▸ Work to complete
From the entries below, copy out all lines holding "image".

▸ Extracted records
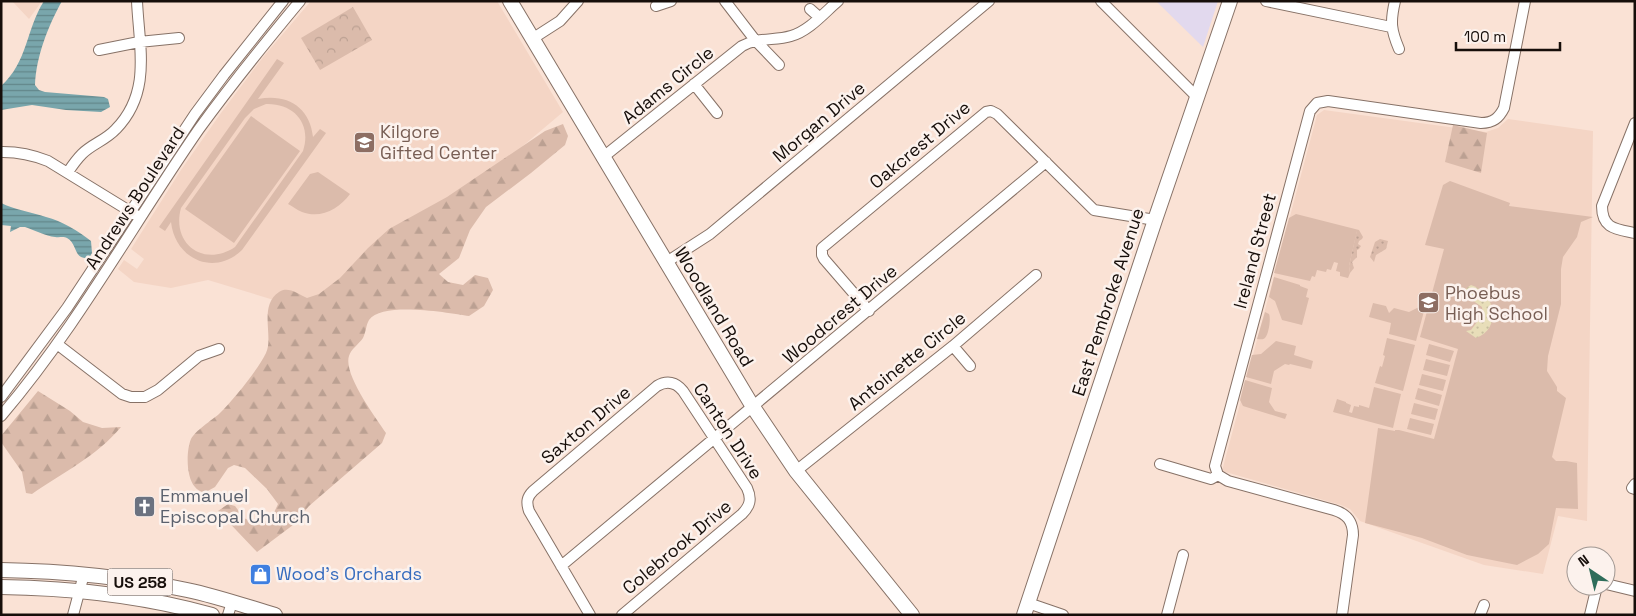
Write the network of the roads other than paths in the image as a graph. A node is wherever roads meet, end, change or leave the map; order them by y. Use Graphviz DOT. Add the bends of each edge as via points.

...

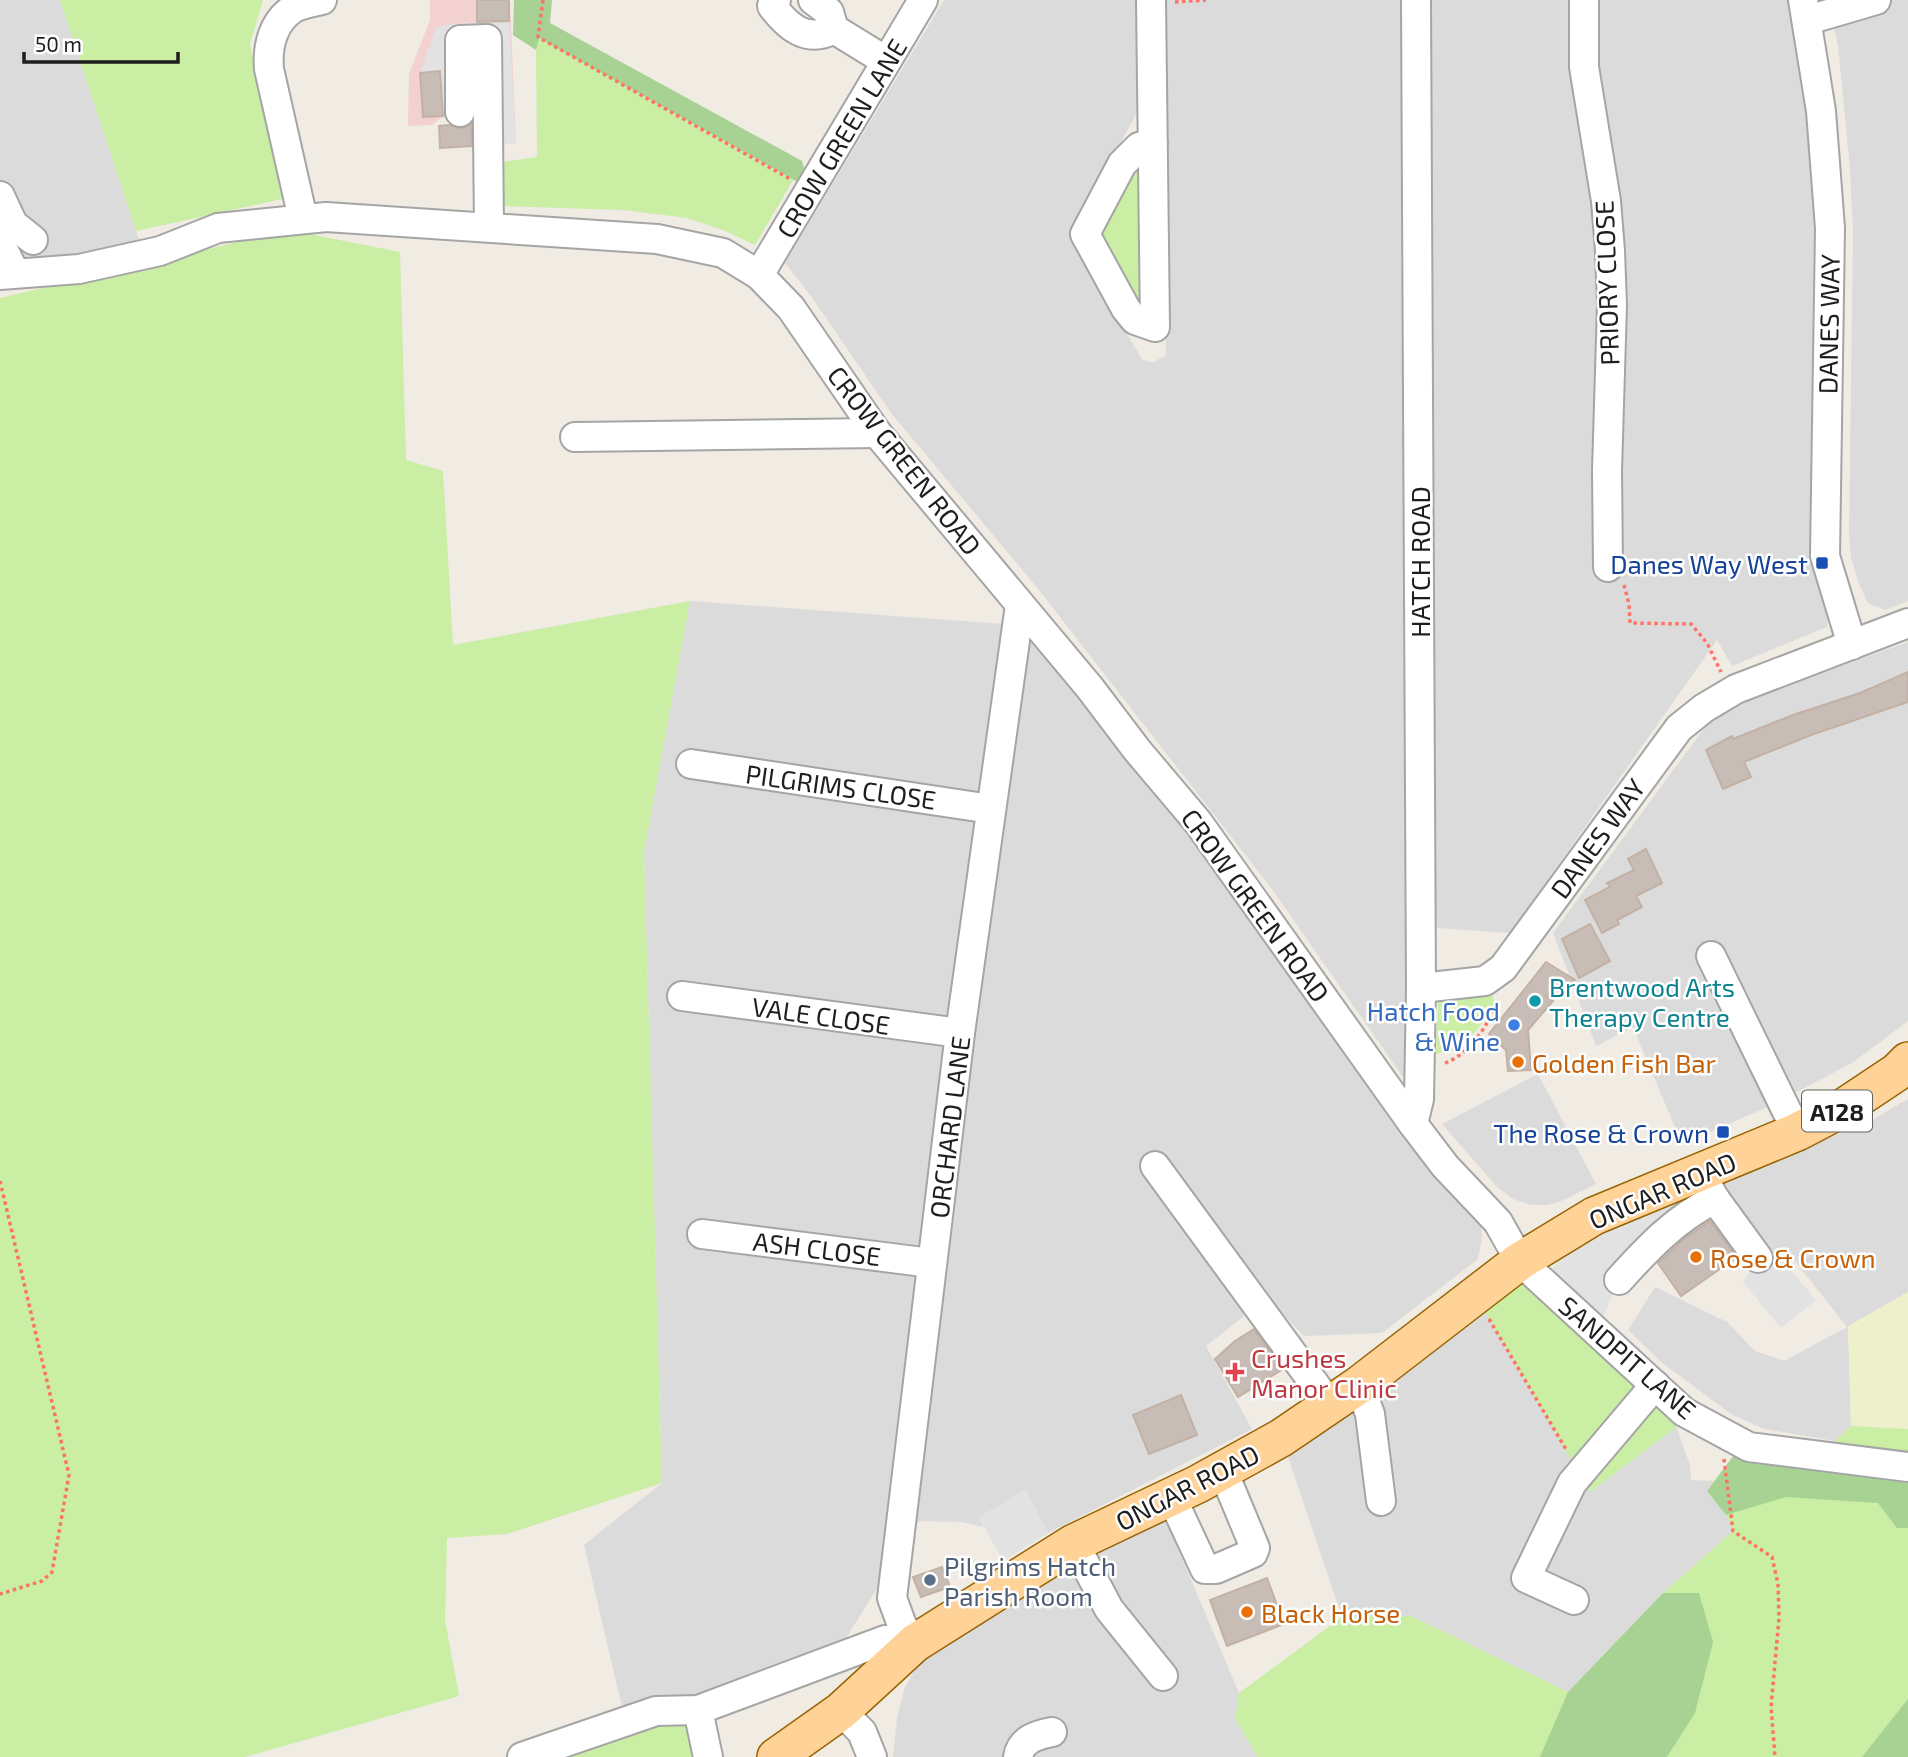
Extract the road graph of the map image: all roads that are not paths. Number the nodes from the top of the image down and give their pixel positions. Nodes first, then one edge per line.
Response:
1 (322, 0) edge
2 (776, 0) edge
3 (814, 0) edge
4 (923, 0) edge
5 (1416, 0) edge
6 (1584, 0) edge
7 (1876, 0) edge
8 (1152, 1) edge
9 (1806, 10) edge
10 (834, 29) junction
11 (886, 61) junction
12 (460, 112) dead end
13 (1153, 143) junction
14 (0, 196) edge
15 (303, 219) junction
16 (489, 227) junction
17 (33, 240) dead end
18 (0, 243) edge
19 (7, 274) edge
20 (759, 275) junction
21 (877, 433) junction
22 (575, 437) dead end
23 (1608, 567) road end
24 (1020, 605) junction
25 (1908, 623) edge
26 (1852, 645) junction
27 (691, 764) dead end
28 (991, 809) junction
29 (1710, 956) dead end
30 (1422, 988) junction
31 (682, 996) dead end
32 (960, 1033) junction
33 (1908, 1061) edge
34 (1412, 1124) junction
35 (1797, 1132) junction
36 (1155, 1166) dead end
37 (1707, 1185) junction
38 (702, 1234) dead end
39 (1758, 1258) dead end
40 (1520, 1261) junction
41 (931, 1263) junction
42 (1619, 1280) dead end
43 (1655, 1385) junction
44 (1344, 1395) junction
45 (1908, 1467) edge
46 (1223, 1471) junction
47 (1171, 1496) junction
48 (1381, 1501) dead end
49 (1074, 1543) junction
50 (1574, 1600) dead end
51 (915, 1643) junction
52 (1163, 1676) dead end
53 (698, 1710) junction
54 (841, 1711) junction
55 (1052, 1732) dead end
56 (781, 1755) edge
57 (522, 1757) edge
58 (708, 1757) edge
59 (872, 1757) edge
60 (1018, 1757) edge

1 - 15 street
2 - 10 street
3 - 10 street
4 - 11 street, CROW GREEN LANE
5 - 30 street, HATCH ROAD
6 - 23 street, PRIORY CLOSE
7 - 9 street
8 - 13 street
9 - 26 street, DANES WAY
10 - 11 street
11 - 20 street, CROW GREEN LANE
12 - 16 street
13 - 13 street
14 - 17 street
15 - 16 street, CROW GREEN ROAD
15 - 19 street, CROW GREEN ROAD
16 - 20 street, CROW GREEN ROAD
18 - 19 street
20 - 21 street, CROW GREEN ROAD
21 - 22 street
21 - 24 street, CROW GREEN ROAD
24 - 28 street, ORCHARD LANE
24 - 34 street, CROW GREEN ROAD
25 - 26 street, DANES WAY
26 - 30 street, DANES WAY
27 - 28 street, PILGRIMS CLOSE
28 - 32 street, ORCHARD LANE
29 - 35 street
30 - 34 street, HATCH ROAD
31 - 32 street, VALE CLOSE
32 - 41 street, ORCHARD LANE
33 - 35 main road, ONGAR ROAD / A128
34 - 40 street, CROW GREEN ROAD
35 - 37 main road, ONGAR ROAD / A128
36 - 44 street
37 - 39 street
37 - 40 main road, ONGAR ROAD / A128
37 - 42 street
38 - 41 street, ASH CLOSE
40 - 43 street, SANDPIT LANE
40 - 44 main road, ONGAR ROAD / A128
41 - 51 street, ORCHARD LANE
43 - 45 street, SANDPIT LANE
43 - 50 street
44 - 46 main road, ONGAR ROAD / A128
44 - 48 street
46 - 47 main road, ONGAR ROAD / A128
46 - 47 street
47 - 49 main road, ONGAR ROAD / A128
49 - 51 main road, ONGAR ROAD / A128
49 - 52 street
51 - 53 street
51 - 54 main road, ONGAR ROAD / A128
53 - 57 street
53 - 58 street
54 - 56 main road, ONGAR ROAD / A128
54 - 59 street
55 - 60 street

▸ Task output
Write the network of the roads other than paths in the image as a graph. A node is wherever roads meet, end, change or leave the map; order them by y. Use Graphviz DOT. Add the bends of each edge as via points.
Extract the road graph of the map image: all roads that are not paths. Number the nodes from the top of the image down and give their pixel positions. Nodes first, then one edge per line.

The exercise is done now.